I am trying to write a function to sort a vector, but without using R's inbuilt 'Sort' function. My Code:

sorting <- function(x){
  for(i in 1:length(x)){
    for(j in (i+1):length(x)){
      if(x[i] > x[j]){
        x[c(i,j)] = x[c(j,i)]
      }
    }
  }
  x
}

I get below output:

> x <- c(3,1,4,7,2,9)
> sorting(x)
Error in if (x[i] > x[j]) { : missing value where TRUE/FALSE needed
> 

I understand that we'll get above error when the 'IF' condition returns 'NA' instead of TRUE/FALSE.

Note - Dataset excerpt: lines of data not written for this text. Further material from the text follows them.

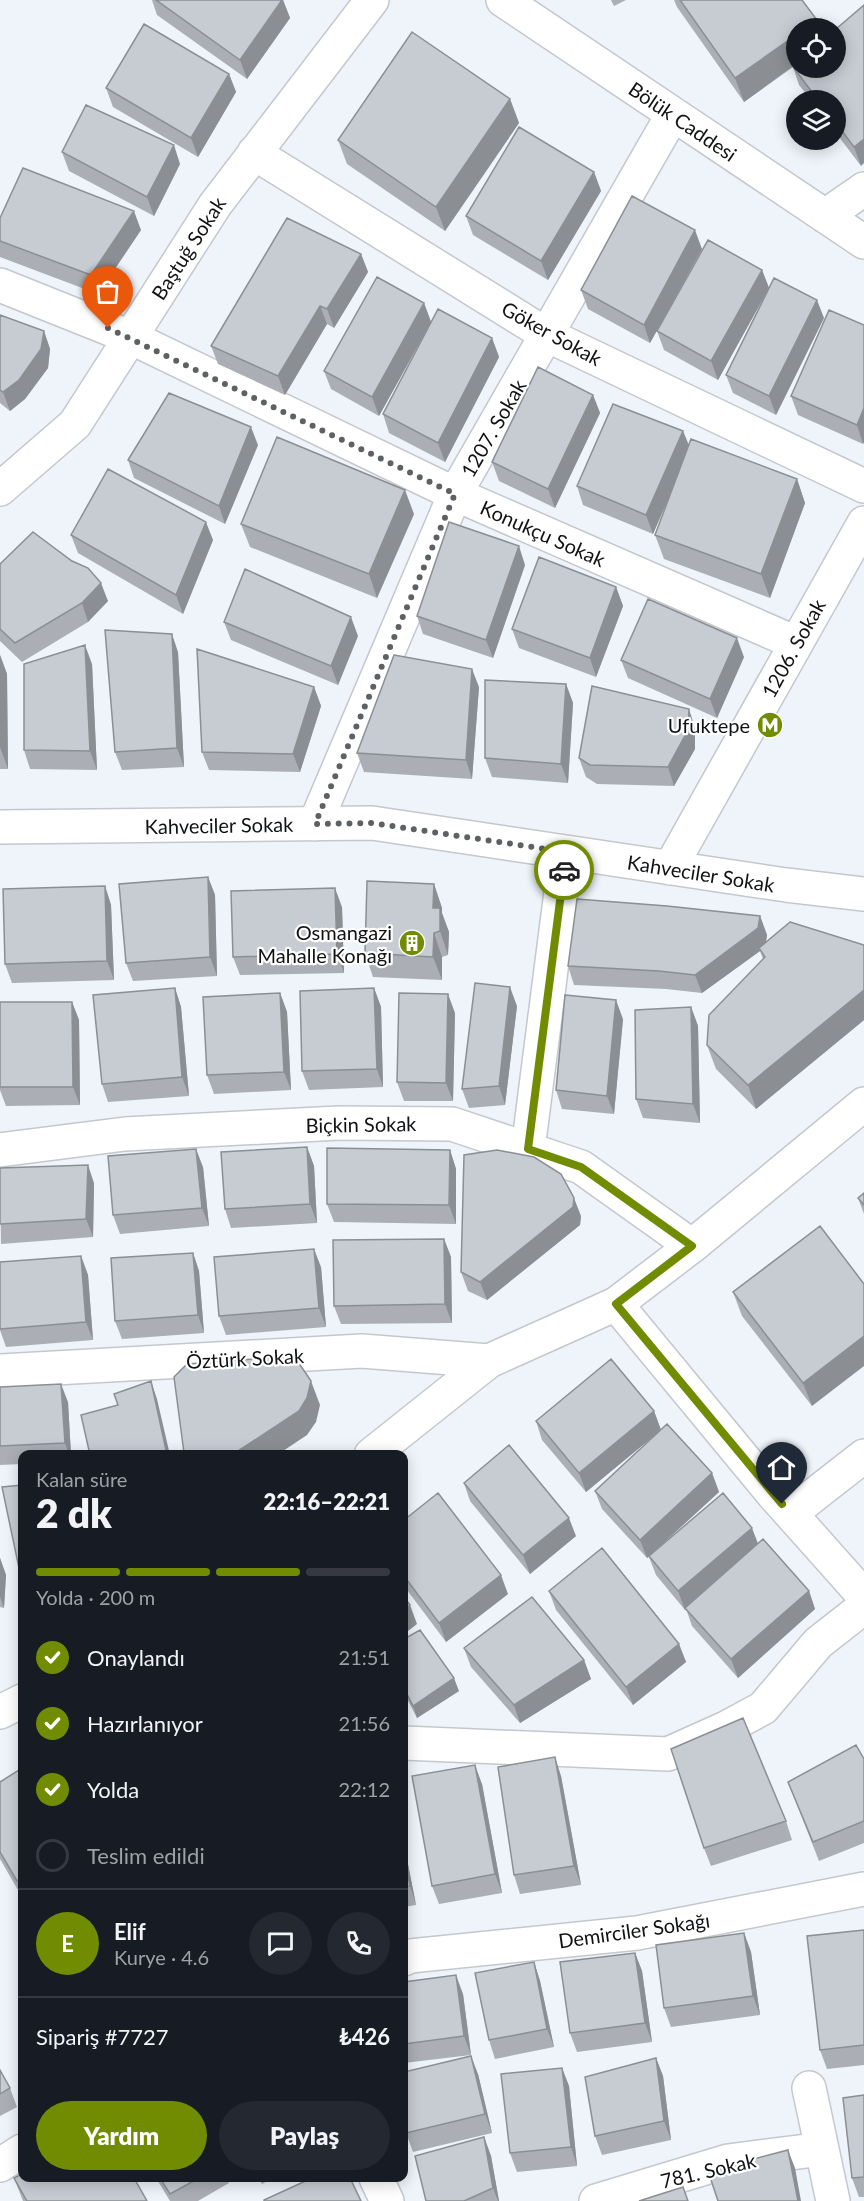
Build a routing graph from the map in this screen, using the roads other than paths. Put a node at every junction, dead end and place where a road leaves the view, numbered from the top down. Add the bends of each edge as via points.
1 (372, 0) edge
2 (503, 0) edge
3 (674, 114) junction
4 (254, 153) junction
5 (864, 189) edge
6 (825, 216) junction
7 (864, 242) edge
8 (0, 285) edge
9 (547, 335) junction
10 (130, 337) junction
11 (864, 486) edge
12 (0, 489) edge
13 (455, 494) junction
14 (864, 523) edge
15 (796, 643) junction
16 (315, 824) junction
17 (0, 828) edge
18 (566, 852) junction
19 (669, 868) junction
20 (864, 894) edge
21 (864, 1104) edge
22 (528, 1149) junction
23 (0, 1150) edge
24 (692, 1246) junction
25 (616, 1304) junction
26 (489, 1361) junction
27 (0, 1371) edge
28 (377, 1450) edge
29 (864, 1456) edge
30 (791, 1513) junction
31 (864, 1596) edge
32 (864, 1607) edge
33 (408, 1743) edge
34 (864, 1889) edge
35 (408, 1957) edge
36 (809, 2088) dead end
37 (822, 2149) junction
38 (18, 2154) edge
39 (0, 2165) edge
40 (378, 2182) edge
41 (387, 2201) edge
42 (596, 2201) edge
43 (832, 2201) edge

1 - 4 street, Baştuğ Sokak
2 - 3 street, Bölük Caddesi
3 - 6 street, Bölük Caddesi
3 - 9 street, 1207. Sokak
4 - 9 street, Göker Sokak
4 - 10 street, Baştuğ Sokak via 215,205
5 - 6 street
6 - 7 street, Bölük Caddesi
8 - 10 street, Konukçu Sokak
9 - 11 street, Göker Sokak
9 - 13 street, 1207. Sokak
10 - 12 street, Baştuğ Sokak via 75,424
10 - 13 street, Konukçu Sokak
13 - 15 street, Konukçu Sokak
13 - 16 street, 1207. Sokak
14 - 15 street, 1206. Sokak
15 - 19 street, 1206. Sokak
16 - 17 street, Kahveciler Sokak
16 - 18 street, Kahveciler Sokak via 372,823
18 - 19 street, Kahveciler Sokak
18 - 22 street
19 - 20 street, Kahveciler Sokak
21 - 24 street
22 - 23 street, Biçkin Sokak via 452,1124 339,1123 125,1134
22 - 24 street, Biçkin Sokak via 581,1167
24 - 25 street
25 - 26 street
25 - 30 street
26 - 27 street, Öztürk Sokak via 362,1351
26 - 28 street
29 - 30 street
30 - 31 street
32 - 33 street via 818,1643 763,1708 668,1754
34 - 35 street, Demirciler Sokağı via 637,1934
36 - 37 street
37 - 42 street, 781. Sokak via 728,2162
37 - 43 street
38 - 39 street
40 - 41 street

Is there an issue with the statement:

for(j in (i+1):length(x)){

Python code for same:

def sorting(a):
    for i in range(len(a)):    
        for j in range(i+1,len(a)):
            if a[i] > a[j]:
                a[i],a[j] = a[j],a[i]

    return a

Output:

sorting([3,1,4,7,2,9])
Out[380]: [1, 2, 3, 4, 7, 9]

In Python, the code works fine.

Could someone let me know the issue with my R code.

Answer 1

The problem is with that (i+1). When length(x) reaches its max value, j goes out of range. I added this: (length(x)-1).

sorting <- function(x){
  for(i in 1:(length(x)-1)){
    for(j in (i+1):length(x)){
      if(x[i] > x[j]){
        x[c(i,j)] = x[c(j,i)] # +1 for this
      }
    }
  }
  x
}

sorting(c(3,1,4,7,2,9))
[1] 1 2 3 4 7 9

Answer 2

Sorting <- function(x){
    xs <- rep(0, length(x))
    for(i in 1:length(x)){
          xs[i] = min(x)
          x <- x[x != min(x)]
          }
    xs
}

Sorting(c(3,1,4,7,2,9))
[1] 1 2 3 4 7 9

Sorting is a function with a numeric vector argument x. Initially xs, the sorted vector of the same length as x, is filled with zeroes. The for loop aims at assigning the minimum value of vector x to each component of xs (for(i in 1:length(x)){ xs[i] = min(x) ). We then remove such minimum value from x by x <- x[x != min(x)] } to find the next minimum value. Finally, xs shows the sorted vector of x.